Devenu après la mort de son père seigneur baron de Monfort à son tour, puis comte de Leicester en 1204, Simon IV de Monfort, en vertu de son ascendance anglo-normande, évite de se mêler au conflit qui oppose le roi de France au roi d'Angleterre et, par suite, de s'engager en 1190 dans la troisième croisade. Il épouse circa 1191 Alix de Montmorency († 1221).

En 1194, alors qu'après un traité de paix, la guerre reprend entre la France et l'Angleterre, Simon IV de Montfort embrasse le parti de Philippe II Auguste, roi de France, contre celui de Richard Cœur de Lion, roi d'Angleterre. En 1202, il s'engage dans la quatrième croisade, mais refusant de participer en Croatie à l'attaque de la ville catholique de Zara, il retourne en France avec ses troupes. Circa 1205, victime des représailles entraînées par la guerre entre le roi de France et le roi d'Angleterre, il perd son comté de Leicester.

2. Guy Ier de Lévis

Né avant 1190, peut-être en 1160, mort en 1233, Guy Ier de Lévis est le second fils de Philippe de Lévis et d'Élisabeth de Palaiseau.

2.1. Philippe de Lévis, père de Guy Ier de Lévis

Membre de l'entourage de Philippe II Auguste, Philippe de Lévis, seigneur de Lévis-Saint-Nom, exerce au nom du roi d'importantes fonctions judiciaires et civiles. De la fin de l'été 1190 à la fin de l'année 1191, dans le cadre de la troisième croisade, il accompagne le roi jusqu'à Saint-Jean-d'Acre. Son nom se trouve mentionné ensuite dans divers actes politiques, dont le traité de paix signé en 1200 par le roi de France et celui d'Angleterre.
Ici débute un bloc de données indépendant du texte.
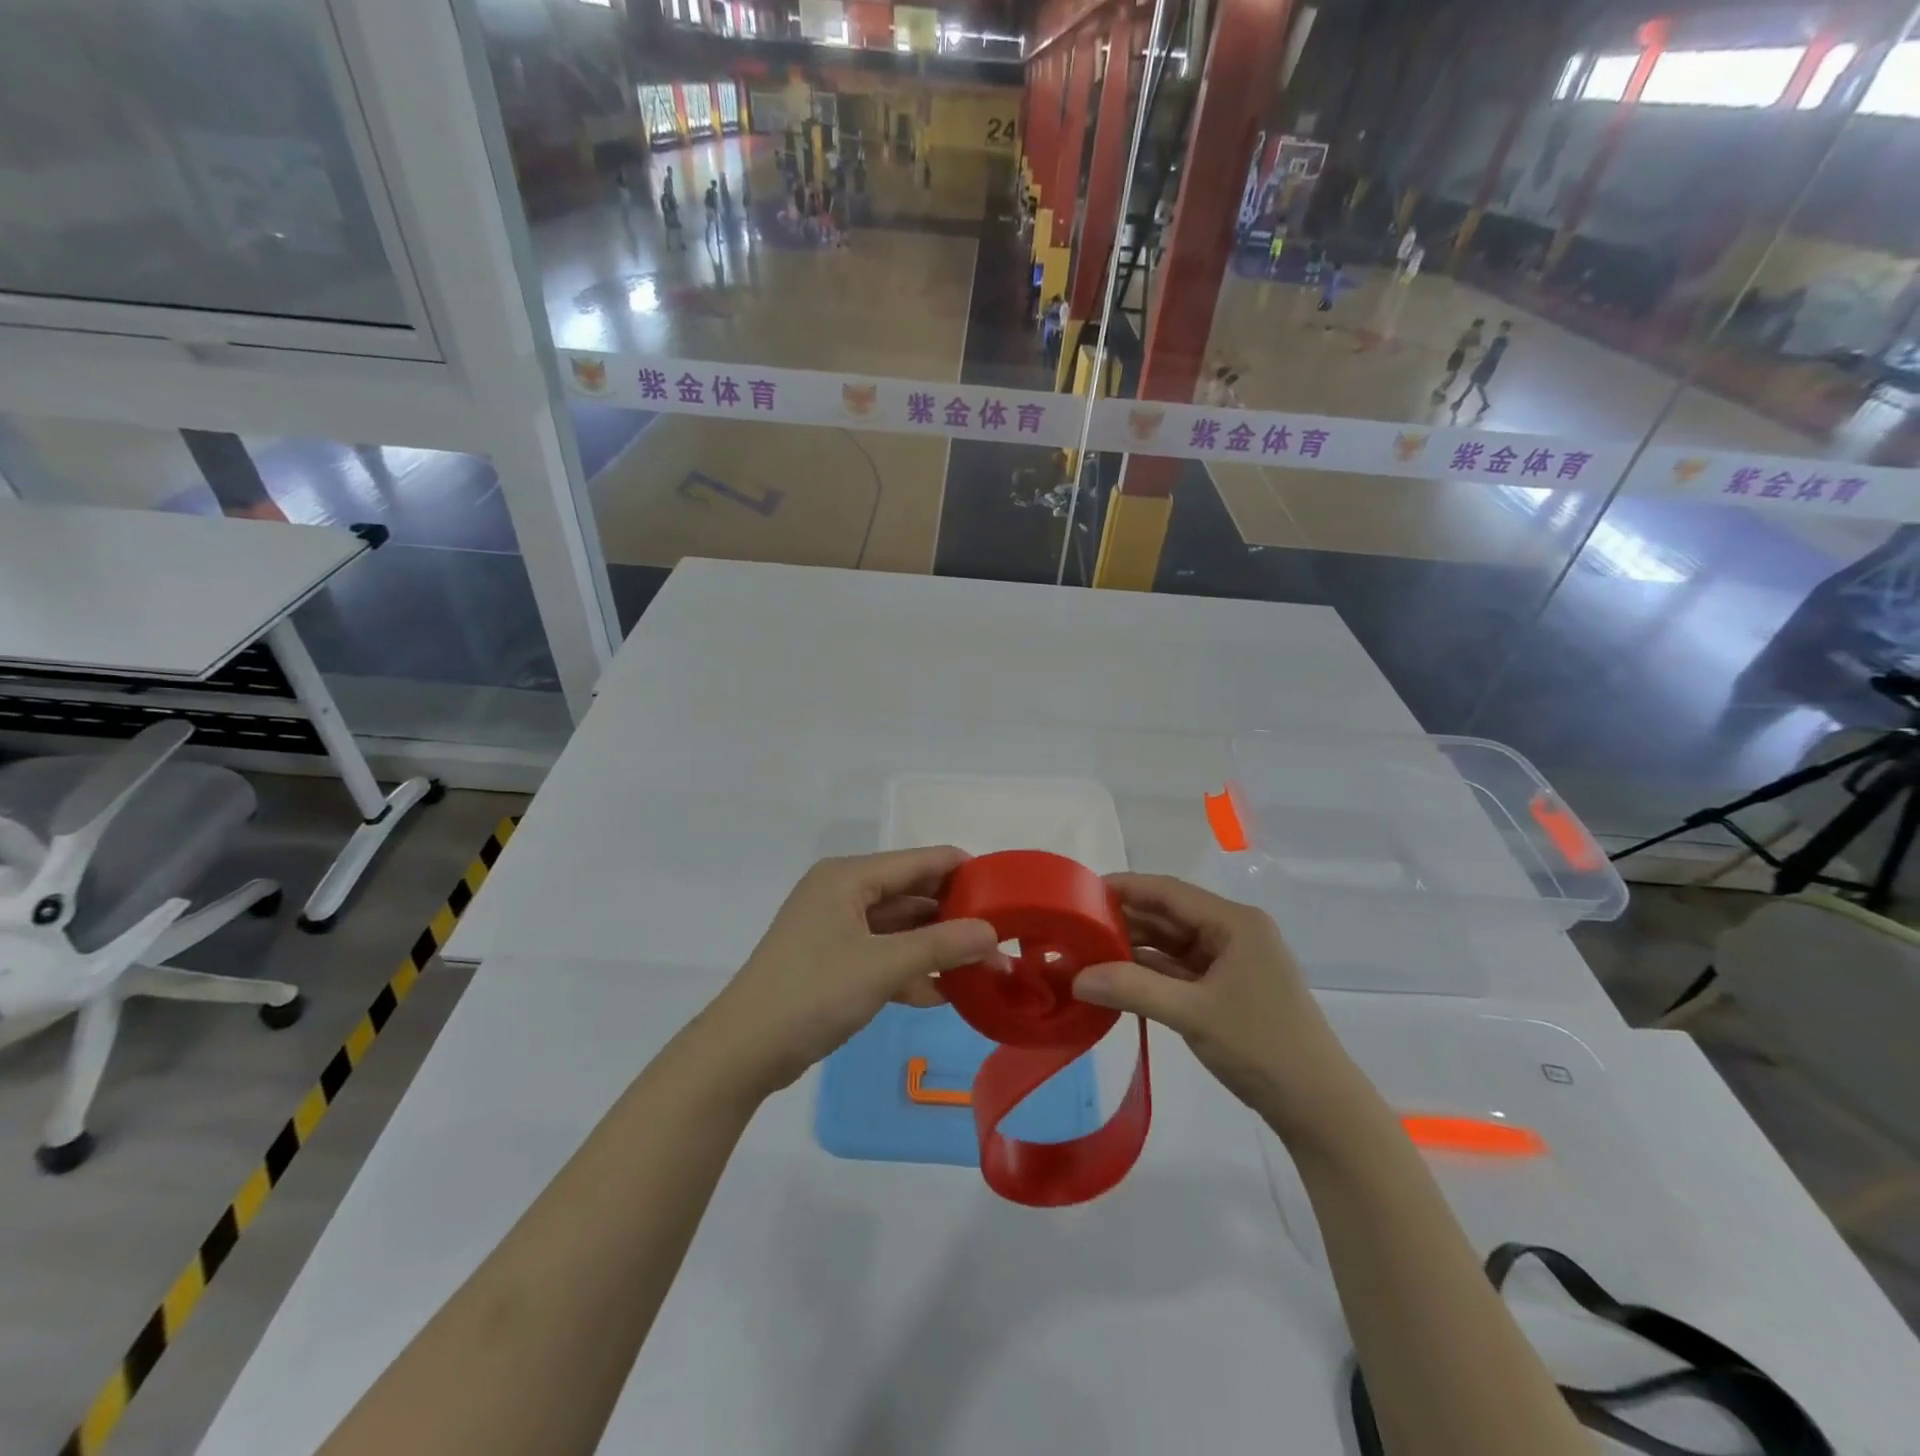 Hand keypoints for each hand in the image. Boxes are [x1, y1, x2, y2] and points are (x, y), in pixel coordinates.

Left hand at [697, 848, 999, 1100]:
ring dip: (936, 948)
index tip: (1007, 891)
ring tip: (984, 968)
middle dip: (954, 916)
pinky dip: (910, 970)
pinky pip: (882, 955)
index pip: (919, 861)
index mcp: (848, 877)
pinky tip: (944, 994)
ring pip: (899, 929)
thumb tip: (993, 934)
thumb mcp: (883, 967)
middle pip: (911, 894)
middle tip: (1001, 936)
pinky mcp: (832, 962)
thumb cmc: (812, 994)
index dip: (964, 872)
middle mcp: (842, 893)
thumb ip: (942, 946)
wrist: (742, 1052)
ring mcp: (835, 928)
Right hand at [1071, 874, 1364, 1143]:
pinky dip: (1149, 974)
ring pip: (1172, 944)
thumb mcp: (1192, 1014)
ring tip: (1087, 952)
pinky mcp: (1226, 990)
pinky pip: (1179, 971)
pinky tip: (1116, 979)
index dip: (1125, 888)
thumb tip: (1077, 978)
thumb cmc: (1262, 1047)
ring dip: (1134, 949)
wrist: (1319, 1109)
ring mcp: (1231, 962)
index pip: (1169, 892)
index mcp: (1235, 923)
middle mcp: (1233, 933)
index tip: (1080, 892)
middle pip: (1169, 916)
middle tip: (1075, 927)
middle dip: (1124, 920)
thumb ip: (1132, 989)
À sa mort (circa 1204), c'est Milon de Lévis, son fils aîné, qui lui succède à la tête de la seigneurie de Lévis.

2.2. Guy Ier de Lévis

« Gui ne fut jamais seigneur de Lévis ; il ne posséda que sa part héréditaire dans cette terre patrimoniale, dont lui, ses descendants et tout le reste de sa famille portèrent toujours le nom ; mais dont la seigneurie dominante était échue à Milon, son frère aîné, lequel devait la transmettre à Marguerite, sa fille unique, et à Jean de Nanteuil, son gendre, comme le prouvent plusieurs chartes du Cartulaire de l'abbaye de la Roche.

Gui possédait à divers titres quelques autres biens dans la paroisse de Lévis ; il était, comme son père et ses frères, vassal de la riche et puissante abbaye de Saint-Denis, à cause de sa portion dans ce grand triage de forêt qui conserve encore le nom de bois des Maréchaux, et tenait des terres en censive du même monastère.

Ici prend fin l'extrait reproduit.